Performance comparison of varchar(max) vs. varchar(N)March 22nd, 2010
The question of comparing the MAX types (VARCHAR, NVARCHAR, VARBINARY) with their non-max counterparts is often asked, but the answer usually gravitate around the storage differences. But I’d like to address the point that these types have inherent, intrinsic performance differences that are not driven by different storage characteristics. In other words, simply comparing and manipulating variables and columns in T-SQL can yield different performance when VARCHAR(MAX) is used vs. VARCHAR(N).
First comparing simple assignment, assign a value to a VARBINARY(8000) variable in a tight loop:
declare @x varchar(8000); declare @startTime datetime; declare @i int; set @i = 0; set @startTime = getutcdate(); while @i < 1000000 begin set @x = 'abc'; set @i = @i + 1; end select datediff(ms, @startTime, getutcdate());
This script runs on my test server in 4.9 seconds on average. Simply changing the variable declaration to VARBINARY(MAX) changes the run time to an average of of 9.2 seconds.
Next I measured the performance of a simple comparison:
declare @x varchar(8000); declare @startTime datetime; declare @i int; set @i = 0; set @startTime = getutcdate(); set @x = 'abc'; while @i < 1000000 begin declare @y bit; set @y = case when @x = 'abc' then 1 else 0 end; set @i = @i + 1; end select datediff(ms, @startTime, getutcdate());
Average run time for VARCHAR(8000): 5.8 seconds. For VARCHAR(MAX): 6.5 seconds.

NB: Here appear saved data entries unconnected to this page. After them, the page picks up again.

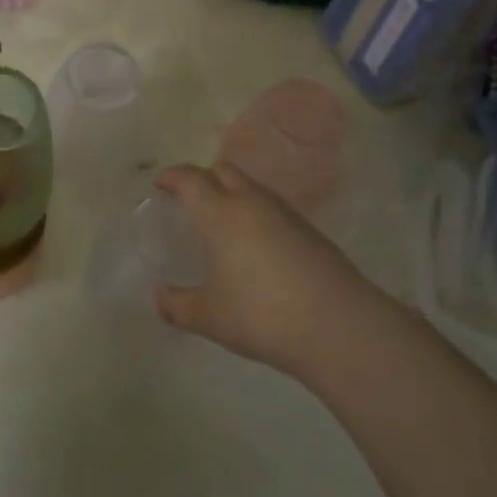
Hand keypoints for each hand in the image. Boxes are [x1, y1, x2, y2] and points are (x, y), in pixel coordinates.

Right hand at [154, 162, 380, 380]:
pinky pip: (272, 209)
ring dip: (232, 194)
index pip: (191, 178)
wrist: (337, 325)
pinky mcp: (309, 230)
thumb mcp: (210, 317)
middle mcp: (251, 202)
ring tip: (223, 225)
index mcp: (220, 213)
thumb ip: (178, 306)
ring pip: (251, 188)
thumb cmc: (261, 314)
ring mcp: (284, 213)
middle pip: (223, 171)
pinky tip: (255, 247)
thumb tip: (159, 298)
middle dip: (203, 179)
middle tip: (190, 202)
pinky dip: (256, 215)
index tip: (160, 185)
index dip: (172, 177)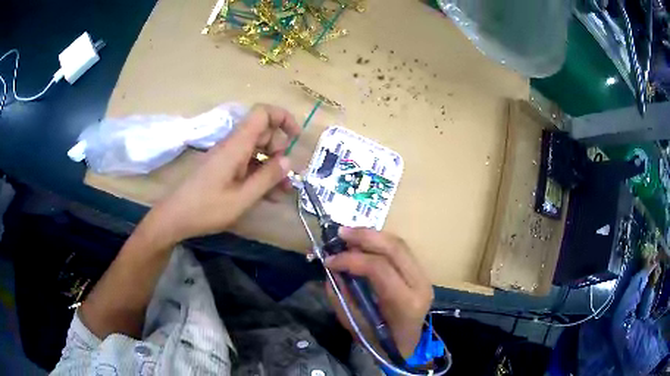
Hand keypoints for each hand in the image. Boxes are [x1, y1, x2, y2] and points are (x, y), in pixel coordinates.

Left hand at [145, 104, 299, 243]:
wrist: (175, 216)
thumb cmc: (207, 208)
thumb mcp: (242, 198)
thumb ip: (267, 178)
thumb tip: (289, 161)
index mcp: (236, 145)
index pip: (263, 113)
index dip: (283, 118)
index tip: (296, 138)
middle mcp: (232, 145)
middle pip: (263, 132)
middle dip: (280, 150)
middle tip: (287, 176)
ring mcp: (227, 156)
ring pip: (257, 150)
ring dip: (272, 166)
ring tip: (283, 191)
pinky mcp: (223, 167)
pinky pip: (247, 163)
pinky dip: (260, 174)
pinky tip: (269, 195)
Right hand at [324, 227, 433, 357]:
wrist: (406, 347)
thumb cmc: (380, 344)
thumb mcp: (355, 325)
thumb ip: (342, 297)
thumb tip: (331, 270)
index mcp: (406, 303)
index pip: (380, 269)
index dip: (351, 260)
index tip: (329, 261)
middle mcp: (420, 285)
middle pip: (395, 248)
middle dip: (365, 236)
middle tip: (340, 233)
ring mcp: (424, 277)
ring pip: (400, 245)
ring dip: (372, 236)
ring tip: (349, 235)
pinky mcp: (420, 273)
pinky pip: (400, 251)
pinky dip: (380, 243)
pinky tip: (364, 243)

The next text does a simple string comparison of a VARCHAR(MAX) field vs. a VARCHAR(8000) field. The actual value stored is identical in both cases, a simple 3 letter string 'abc'. The data access does not retrieve the string value, it simply compares its value against a WHERE clause predicate:
create table test ( id int identity(1,1) primary key, x varchar(max)); go insert into test(x) values ('abc'); go declare @x varchar(max); declare @startTime datetime; declare @i int; set nocount on; set @i = 0; set @startTime = getutcdate(); while @i < 100000 begin declare @id int; select @id = id from test where id = 1 and x = 'abc'; set @i = @i + 1; end select datediff(ms, @startTime, getutcdate());
Loop execution time for VARCHAR(8000): 3.1 seconds. For VARCHAR(MAX): 3.6 seconds.

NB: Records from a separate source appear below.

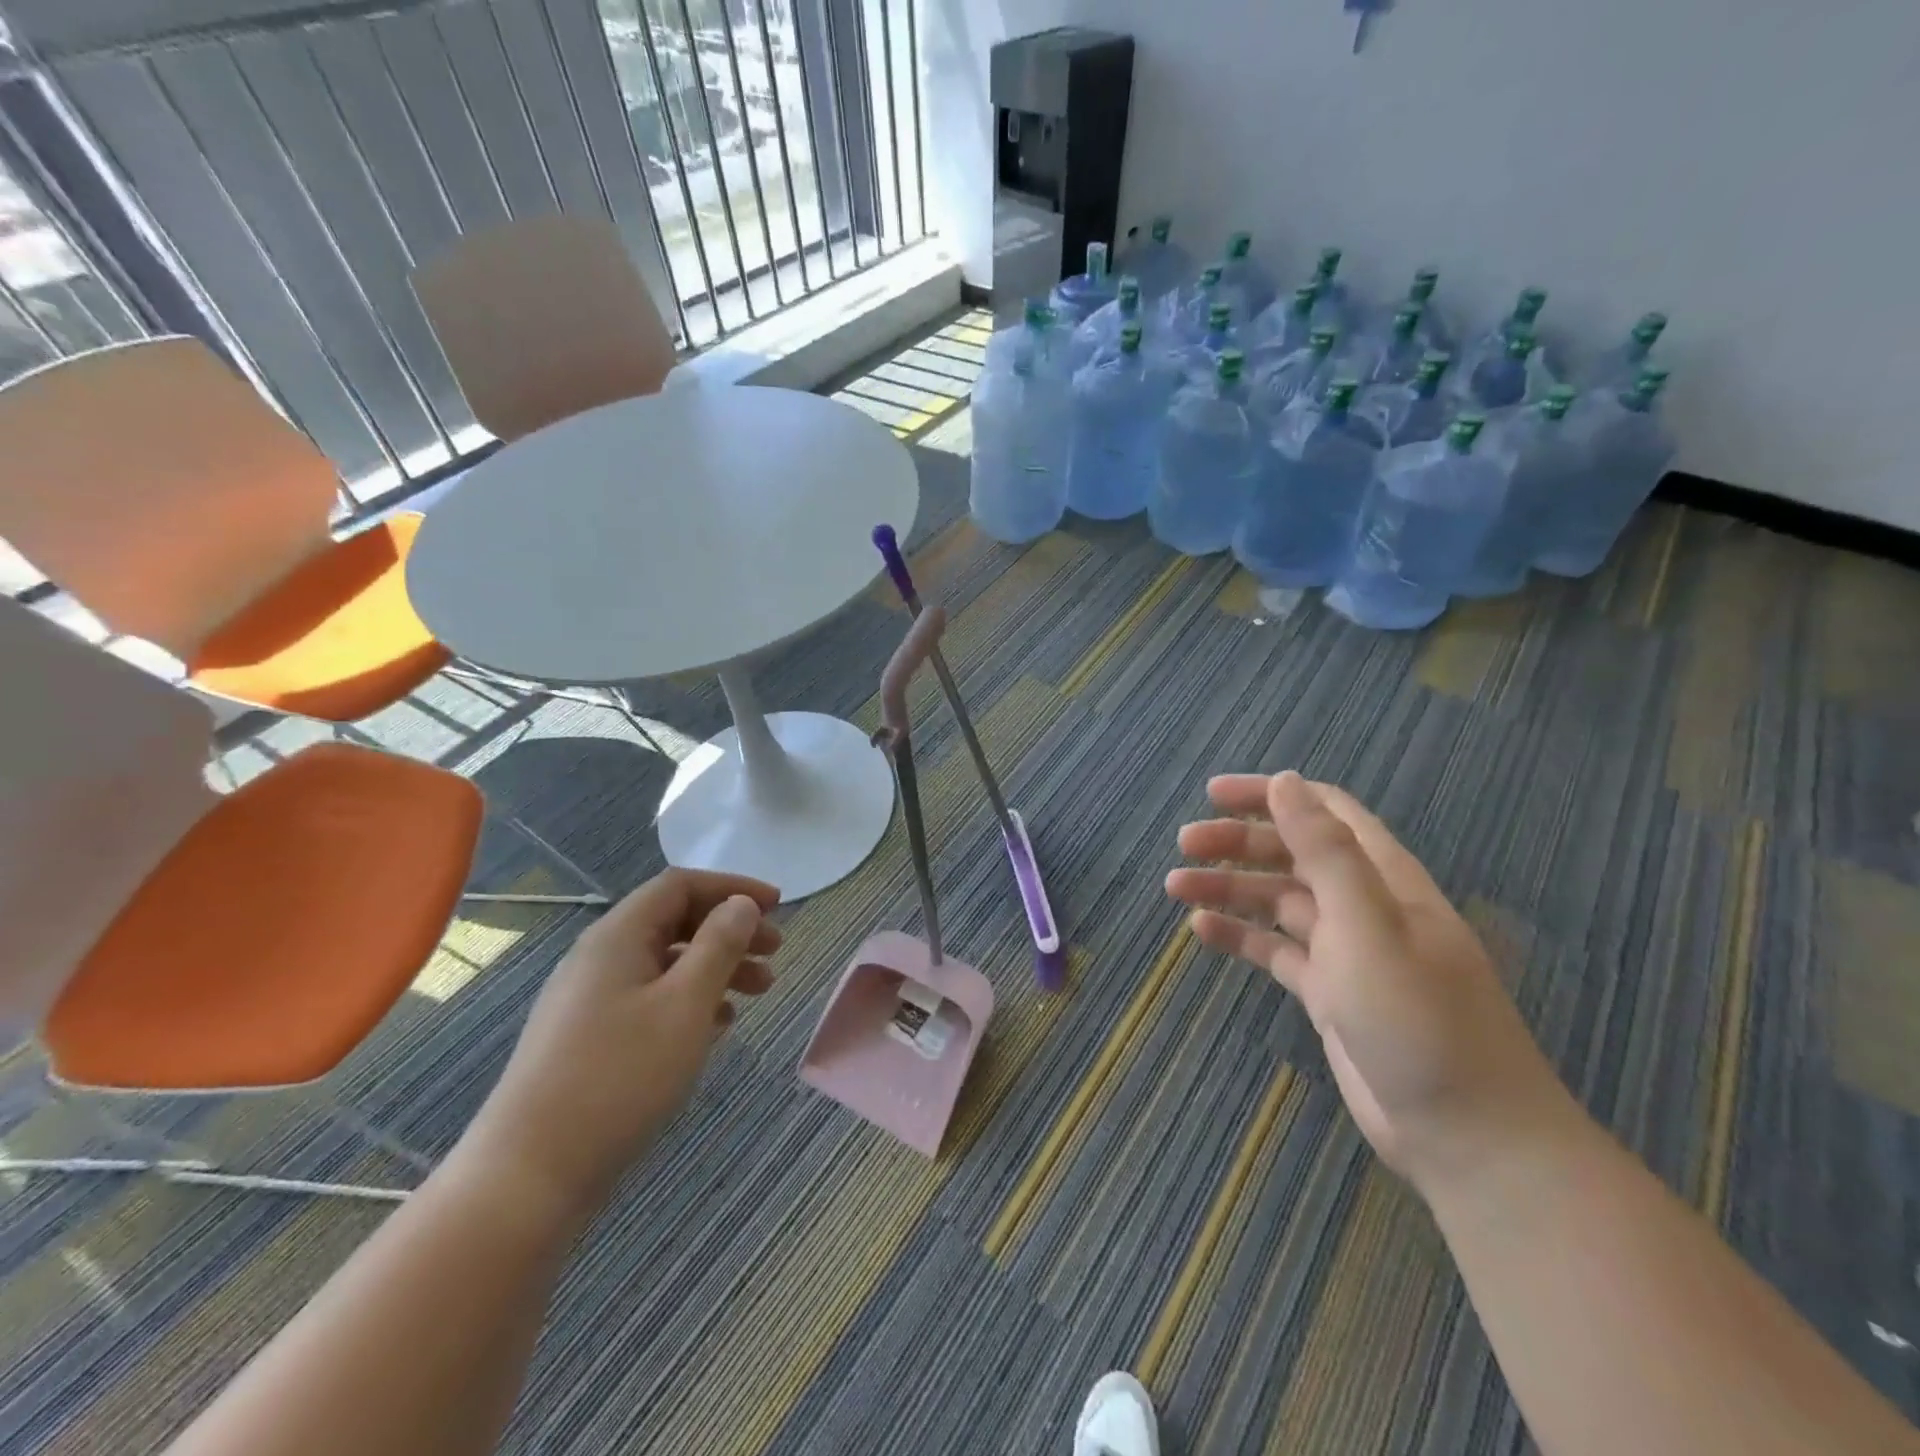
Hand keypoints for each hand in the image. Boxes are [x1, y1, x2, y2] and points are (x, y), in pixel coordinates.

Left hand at [460, 869, 780, 1220]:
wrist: (530, 1175)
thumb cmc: (619, 1077)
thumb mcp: (685, 1005)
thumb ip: (719, 946)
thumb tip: (741, 905)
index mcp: (618, 936)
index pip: (680, 885)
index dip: (732, 888)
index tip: (777, 907)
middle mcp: (599, 957)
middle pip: (674, 921)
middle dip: (730, 929)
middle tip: (775, 951)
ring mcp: (589, 999)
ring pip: (665, 963)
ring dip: (716, 967)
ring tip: (759, 991)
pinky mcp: (588, 1037)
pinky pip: (650, 998)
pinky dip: (691, 1000)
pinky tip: (718, 1027)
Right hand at [1166, 771, 1570, 1192]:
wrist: (1467, 1137)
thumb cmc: (1419, 1020)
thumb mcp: (1368, 926)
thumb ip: (1326, 852)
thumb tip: (1287, 782)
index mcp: (1383, 877)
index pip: (1323, 811)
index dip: (1270, 795)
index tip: (1212, 795)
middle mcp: (1363, 905)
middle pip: (1292, 853)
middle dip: (1237, 842)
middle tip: (1184, 845)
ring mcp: (1345, 950)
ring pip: (1277, 901)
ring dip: (1229, 887)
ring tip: (1176, 887)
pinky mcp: (1328, 992)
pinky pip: (1274, 949)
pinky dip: (1238, 935)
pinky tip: (1201, 930)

Furthermore, if we change the WHERE predicate to compare against a max type variable instead of the literal 'abc' the loop time increases to 3.9 seconds.
The code path that handles the MAX types (varchar, nvarchar and varbinary) is different from the code path that handles their equivalent non-max length types. The non-max types can internally be represented as an ordinary pointer-and-length structure. But the max types cannot be stored internally as a contiguous memory area, since they can possibly grow up to 2Gb. So they have to be represented by a streaming interface, similar to COM's IStream. This carries over to every operation that involves the max types, including simple assignment and comparison, since these operations are more complicated over a streaming interface. The biggest impact is visible in the code that allocates and assign max-type variables (my first test), but the impact is visible on every operation.

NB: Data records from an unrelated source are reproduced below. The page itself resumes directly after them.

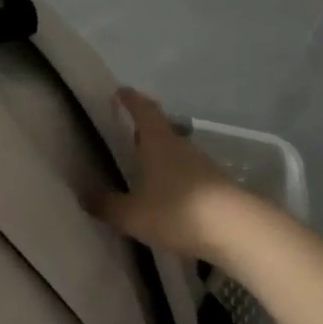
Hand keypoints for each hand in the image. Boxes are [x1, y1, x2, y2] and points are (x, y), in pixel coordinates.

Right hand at [91, 88, 251, 261]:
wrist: (239, 231)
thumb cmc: (178, 212)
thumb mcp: (133, 214)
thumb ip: (107, 204)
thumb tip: (84, 194)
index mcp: (158, 142)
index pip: (143, 110)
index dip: (131, 100)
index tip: (120, 93)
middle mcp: (181, 147)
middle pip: (160, 130)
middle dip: (143, 131)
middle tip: (125, 136)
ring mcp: (203, 166)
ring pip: (175, 153)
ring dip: (160, 157)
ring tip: (142, 171)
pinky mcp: (217, 187)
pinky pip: (188, 176)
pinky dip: (174, 179)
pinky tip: (166, 197)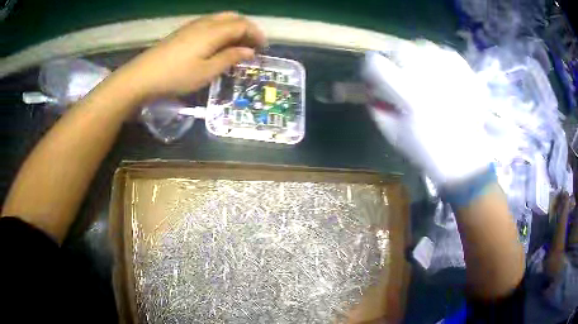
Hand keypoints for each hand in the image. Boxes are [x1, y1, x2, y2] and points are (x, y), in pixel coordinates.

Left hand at [118, 12, 265, 98]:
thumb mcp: (206, 72)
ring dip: (233, 28)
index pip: (242, 25)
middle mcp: (205, 23)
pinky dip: (221, 29)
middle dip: (247, 28)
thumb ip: (229, 58)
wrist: (142, 76)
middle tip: (252, 44)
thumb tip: (249, 51)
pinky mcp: (183, 31)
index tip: (263, 47)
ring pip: (220, 19)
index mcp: (214, 31)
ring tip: (237, 44)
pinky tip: (217, 43)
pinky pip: (209, 23)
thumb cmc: (176, 76)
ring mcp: (192, 25)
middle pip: (232, 17)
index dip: (256, 34)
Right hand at [363, 41, 491, 185]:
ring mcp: (450, 74)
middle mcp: (430, 79)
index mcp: (410, 96)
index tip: (374, 75)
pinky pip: (445, 52)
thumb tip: (372, 91)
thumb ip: (378, 110)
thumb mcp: (395, 136)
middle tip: (399, 71)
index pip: (377, 64)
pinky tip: (439, 71)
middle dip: (393, 58)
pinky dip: (438, 58)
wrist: (465, 160)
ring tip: (420, 70)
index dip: (370, 67)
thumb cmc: (428, 152)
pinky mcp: (466, 74)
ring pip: (423, 45)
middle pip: (400, 48)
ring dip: (416, 55)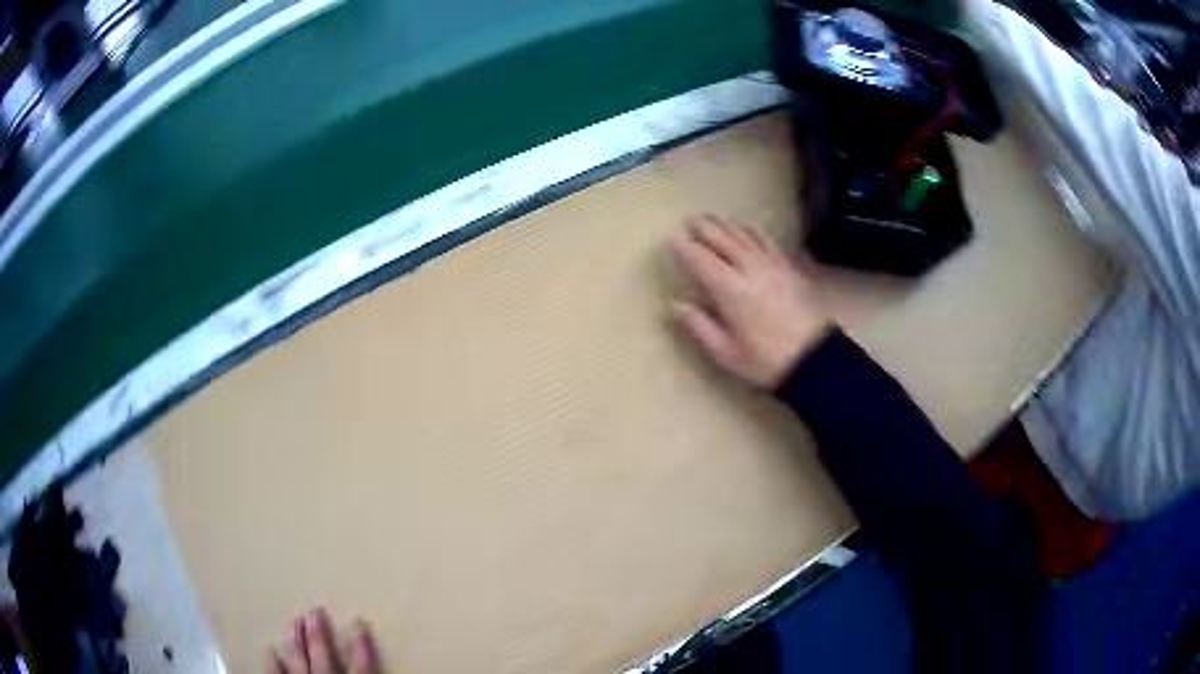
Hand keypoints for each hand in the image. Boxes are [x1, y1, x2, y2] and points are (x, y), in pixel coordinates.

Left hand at [267, 609, 379, 673]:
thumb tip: (399, 669)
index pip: (362, 665)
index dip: (362, 644)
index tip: (360, 621)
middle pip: (322, 655)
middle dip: (318, 632)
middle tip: (315, 610)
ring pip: (298, 659)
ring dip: (296, 640)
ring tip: (294, 620)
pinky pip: (275, 673)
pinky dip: (272, 661)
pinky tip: (268, 648)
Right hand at [667, 214, 831, 388]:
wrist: (815, 360)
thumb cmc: (766, 361)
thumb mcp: (726, 353)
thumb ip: (699, 327)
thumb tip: (676, 306)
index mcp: (731, 290)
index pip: (701, 260)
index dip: (684, 248)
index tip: (670, 239)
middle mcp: (751, 269)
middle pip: (724, 240)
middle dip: (705, 228)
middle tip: (689, 219)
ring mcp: (774, 266)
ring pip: (746, 236)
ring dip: (727, 225)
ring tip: (713, 219)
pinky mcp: (790, 269)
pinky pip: (768, 242)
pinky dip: (753, 232)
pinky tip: (748, 230)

The impact is reasonable on most operations with the max type operations being about 10% slower. So is this something to worry about, or even worth blogging about, after all? Actually, in a recent project of mine I had to change a column type from varchar(max) to varchar(5000) to alleviate the impact of max-types performance. The code happened to be on a very very performance critical path and testing clearly showed the impact was not only measurable, was quite actually quite serious. The processing throughput increased by about 25% just from this minor change in my case.
Although much discussion exists around the storage of max types vs. the storage of non-max types and the similarities and differences between them (eg. in-row vs. out-of-row vs. row-overflow storage), there is also a more fundamental aspect that differentiate these types: SQL Server internal code differences. These differences manifest themselves even when the storage of the max type is optimized in-row, for small and very small values of the BLOB field.